Writing the Weather

Open the umbrella, slather the sunscreen, and cinch that scarf tighter in this generative, prompt-based workshop inspired by examples of contemporary, genre-defying work. We’ll be reading and writing about the weather—blizzards, heatwaves, hurricanes—all manner of atmospheric disturbance and sensory overload. Tension will be high, your characters and speakers in danger, so don’t be afraid to slip into surrealism and fabulism when needed. We’ll round out the workshop with thoughts about setting, place-based writing, and climate fiction. The forecast shows a 99% chance of juicy storytelling.
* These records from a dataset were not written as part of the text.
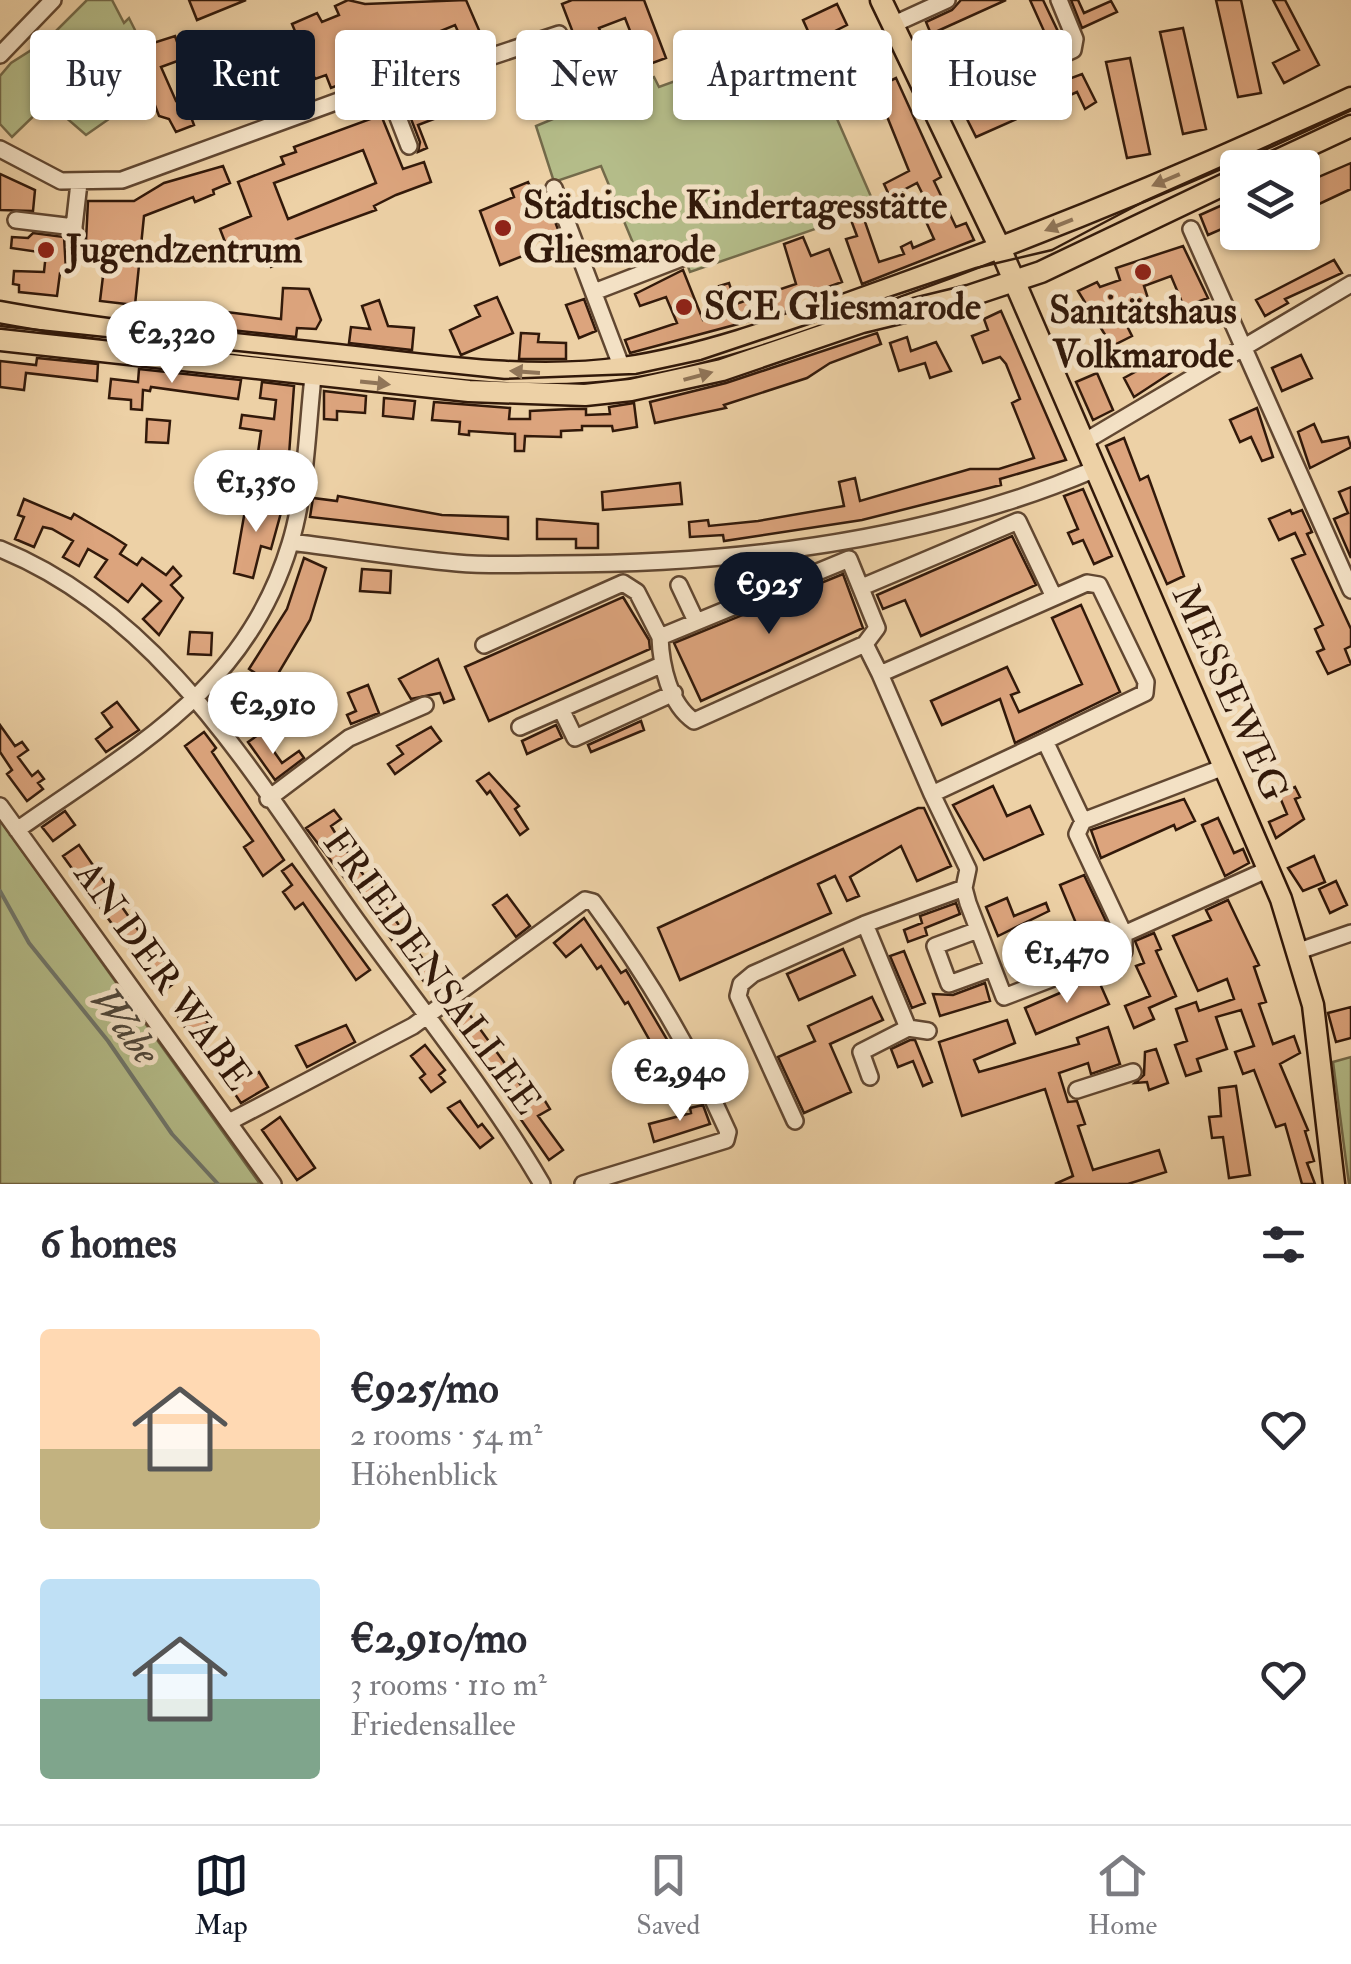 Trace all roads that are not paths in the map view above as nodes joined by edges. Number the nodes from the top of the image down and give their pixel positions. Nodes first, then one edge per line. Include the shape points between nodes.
1 (53, 0) edge
2 (881, 0) edge
3 (947, 0) edge
4 (1059, 0) edge
5 (892, 26) junction
6 (1071, 30) edge
7 (0, 55) edge
8 (912, 67) edge
9 (1351, 98) edge
10 (335, 103) edge
11 (399, 120) edge
12 (937, 120) edge
13 (1351, 126) edge
14 (409, 146) dead end
15 (0, 149) edge
16 (1300, 150) edge
17 (78, 183) junction
18 (1220, 187) edge
19 (554, 188) dead end
20 (16, 220) dead end
21 (74, 226) junction
22 (1192, 229) dead end
23 (1000, 248) junction
24 (76, 250) dead end
25 (682, 258) dead end
26 (1014, 282) junction
27 (1351, 284) edge
28 (594, 292) junction
29 (0, 312) edge
30 (0, 340) edge
31 (1244, 348) junction
32 (622, 368) junction
33 (313, 377) junction
34 (1082, 444) junction
35 (1094, 470) junction
36 (291, 542) junction
37 (0, 549) edge
38 (679, 585) dead end
39 (862, 587) junction
40 (1351, 590) edge
41 (1054, 597) junction
42 (695, 619) junction
43 (660, 637) junction
44 (865, 644) junction
45 (484, 645) dead end
46 (661, 665) junction
47 (880, 674) junction
48 (674, 693) junction
49 (196, 699) junction
50 (424, 705) dead end
51 (561, 709) junction
52 (520, 727) dead end
53 (1045, 742) junction
54 (1224, 767) junction
55 (932, 794) junction
56 (268, 799) junction
57 (0, 806) edge
58 (1083, 822) junction
59 (17, 830) junction
60 (1269, 869) junction
61 (964, 888) junction
62 (865, 924) junction
63 (978, 930) junction
64 (1351, 933) edge
65 (1124, 934) junction
66 (1299, 951) junction
67 (992, 968) junction
68 (427, 1017) junction
69 (908, 1028) junction
70 (928, 1031) dead end
71 (1133, 1072) dead end
72 (870, 1077) dead end
73 (1077, 1090) dead end
74 (794, 1121) dead end
75 (229, 1122) junction
76 (274, 1184) edge
77 (542, 1184) edge
78 (582, 1184) edge
79 (1334, 1184) edge

1 - 7 street
2 - 5 main road, MESSEWEG
3 - 5 street
4 - 6 street
5 - 8 main road, MESSEWEG
9 -> 23 main road
10 - 17 street via 144,174
11 - 14 street
12 - 23 main road, MESSEWEG
13 - 16 main road
15 - 17 street via 41,174
17 - 21 street
18 - 26 main road
19 - 28 street
20 - 21 street
21 - 24 street
22 - 31 street
23 - 26 main road, MESSEWEG
23 - 32 main road via 681,358
25 - 28 street
33 -> 26 main road via 538,396 632,390 722,370 862,322
26 - 34 main road, MESSEWEG
27 - 31 street
28 - 32 street
32 -> 29 main road via 537,374 398,362 96,330
30 - 33 main road
31 - 34 street
31 - 40 street
33 - 36 street
34 - 35 main road, MESSEWEG
35 - 36 street via 975,510 767,552 624,564 461,564
35 - 54 main road, MESSEWEG
36 - 49 street via 256,624 225,671
37 - 49 street, FRIEDENSALLEE via 106,608
38 - 42 street
39 - 41 street via 1018,521
39 - 42 street via 849,560
39 - 44 street via 877,628
41 - 47 street
41 - 53 street via 1087,582 1100,585 1146,682 1141,698
42 - 43 street
43 - 45 street via 637,592 623,583
43 - 46 street
44 - 47 street
44 - 48 street via 703,720 686,715
46 - 48 street
46 - 51 street
47 - 55 street
48 - 51 street via 575,738
49 - 56 street, FRIEDENSALLEE
49 - 59 street
50 - 56 street via 349,738
51 - 52 street
53 - 55 street
53 - 58 street
54 - 58 street
54 - 60 main road, MESSEWEG
55 - 61 street via 968,869
56 - 68 street, FRIEDENSALLEE
57 - 59 street, AN DER WABE
58 - 65 street via 1077,834
59 - 75 street, AN DER WABE
60 - 65 street
60 - 66 main road, MESSEWEG
61 - 62 street
61 - 63 street
62 - 69 street
62 - 74 street via 741,984 738,996
63 - 67 street
63 - 67 street via 935,946 948,984
64 - 66 street
65 - 67 street via 1124,951 1004,997
66 - 79 main road, MESSEWEG via 1313,1005
68 - 75 street
68 - 77 street, FRIEDENSALLEE
68 - 78 street via 585,900 592,902 647,978 728,1132 726,1140
69 - 70 street
69 - 72 street via 860,1052
71 - 73 street
75 - 76 street, AN DER WABE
I’m so happy you’re here. I very much realize that everyone’s circumstances may be a little to a lot different right now, and being “here” means different things to each of us. If your “here” means glancing at materials now and then, that’s okay. If it means drafting a dozen pages of creative writing and responding to every piece fellow writers post, that’s okay, too. There are lots of materials here—probably more than anyone could get through in this short amount of time—but that makes it all the more likely something will resonate. You can make this a Choose Your Own Adventure as you pick and choose what prompts to try. Use this confluence of sources and situation to expand, break, or reshape something. That’s all you have to do. Make a little adjustment to open up some space or possibility that wasn’t there before.

And now, in the wise words of the wonderful writer and BG instructor Len Kuntz, “let’s quickly walk through some of the semantics.”

The Day One materials (texts and prompts) are already, and Day Two materials will post at 12 Noon CST. 

Aim to post one piece a day—any genre, bent, straight, or otherwise! Post prose, poetry, memoir, hybrid—surprise us! Try to keep your piece around 500 words, but more or less is fine. Typically, people post something on Friday, and again on Saturday. Sunday is usually the day for people who’ve been busy and are catching up.

There is an advantage to posting sooner. It gives you more time to relax and take in/post feedback on your peers’ writing. Please provide honest and specific feedback—what you would hope to receive yourself. It doesn’t have to be long. If you’re not sure how to respond, see how your peers are handling the situation. As the instructor, my posts will be a bit longer.
I’m grateful for this opportunity to experience and appreciate a community of people who value creative writing. Let’s vow to make this a respectful and supportive place where we can celebrate creative work and imaginative leaps!